## Your objective
Leave the pictures out and restate each entry below word for word.

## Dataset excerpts
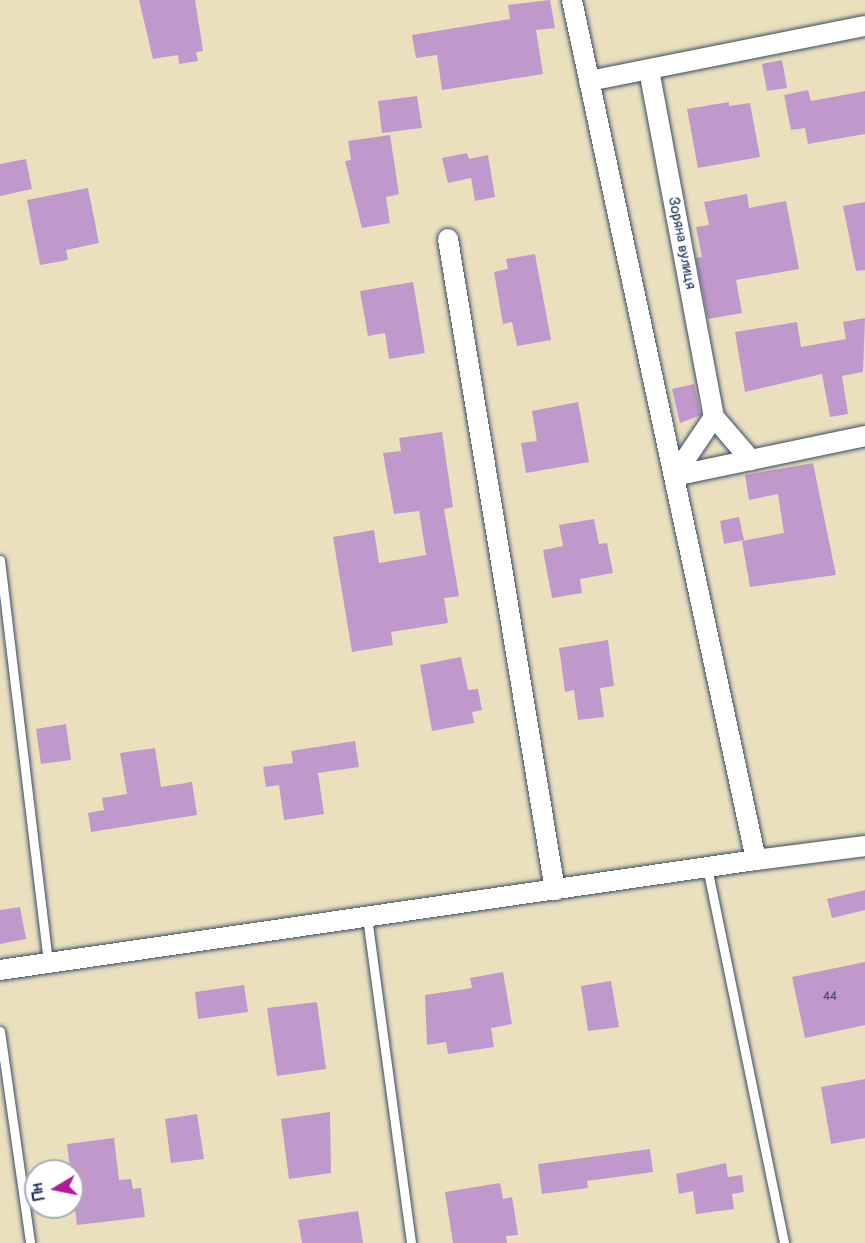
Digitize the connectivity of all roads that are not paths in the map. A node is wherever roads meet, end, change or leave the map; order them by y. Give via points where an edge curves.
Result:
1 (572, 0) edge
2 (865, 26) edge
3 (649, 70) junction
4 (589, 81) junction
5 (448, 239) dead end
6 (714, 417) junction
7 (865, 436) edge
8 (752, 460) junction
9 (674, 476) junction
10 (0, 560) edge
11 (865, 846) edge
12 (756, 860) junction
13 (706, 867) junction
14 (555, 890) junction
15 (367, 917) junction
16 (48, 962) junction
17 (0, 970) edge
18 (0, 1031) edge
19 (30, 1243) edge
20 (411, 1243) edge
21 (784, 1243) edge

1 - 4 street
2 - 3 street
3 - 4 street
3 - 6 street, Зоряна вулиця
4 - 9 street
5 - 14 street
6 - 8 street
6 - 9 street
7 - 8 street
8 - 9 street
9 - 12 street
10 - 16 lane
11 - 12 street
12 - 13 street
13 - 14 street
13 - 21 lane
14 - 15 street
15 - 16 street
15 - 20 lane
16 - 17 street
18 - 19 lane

## The completed task
Digitize the connectivity of all roads that are not paths in the map. A node is wherever roads meet, end, change or leave the map; order them by y. Give via points where an edge curves.
Result:
1 (572, 0) edge
2 (865, 26) edge
3 (649, 70) junction
4 (589, 81) junction
5 (448, 239) dead end
6 (714, 417) junction
7 (865, 436) edge
8 (752, 460) junction
9 (674, 476) junction
10 (0, 560) edge
11 (865, 846) edge
12 (756, 860) junction
13 (706, 867) junction
14 (555, 890) junction
15 (367, 917) junction
16 (48, 962) junction
17 (0, 970) edge
18 (0, 1031) edge
19 (30, 1243) edge
20 (411, 1243) edge
21 (784, 1243) edge

1 - 4 street
2 - 3 street
3 - 4 street
3 - 6 street, Зоряна вулиця
4 - 9 street
5 - 14 street
6 - 8 street
6 - 9 street
7 - 8 street
8 - 9 street
9 - 12 street
10 - 16 lane
11 - 12 street
12 - 13 street
13 - 14 street
13 - 21 lane
14 - 15 street
15 - 16 street
15 - 20 lane
16 - 17 street
18 - 19 lane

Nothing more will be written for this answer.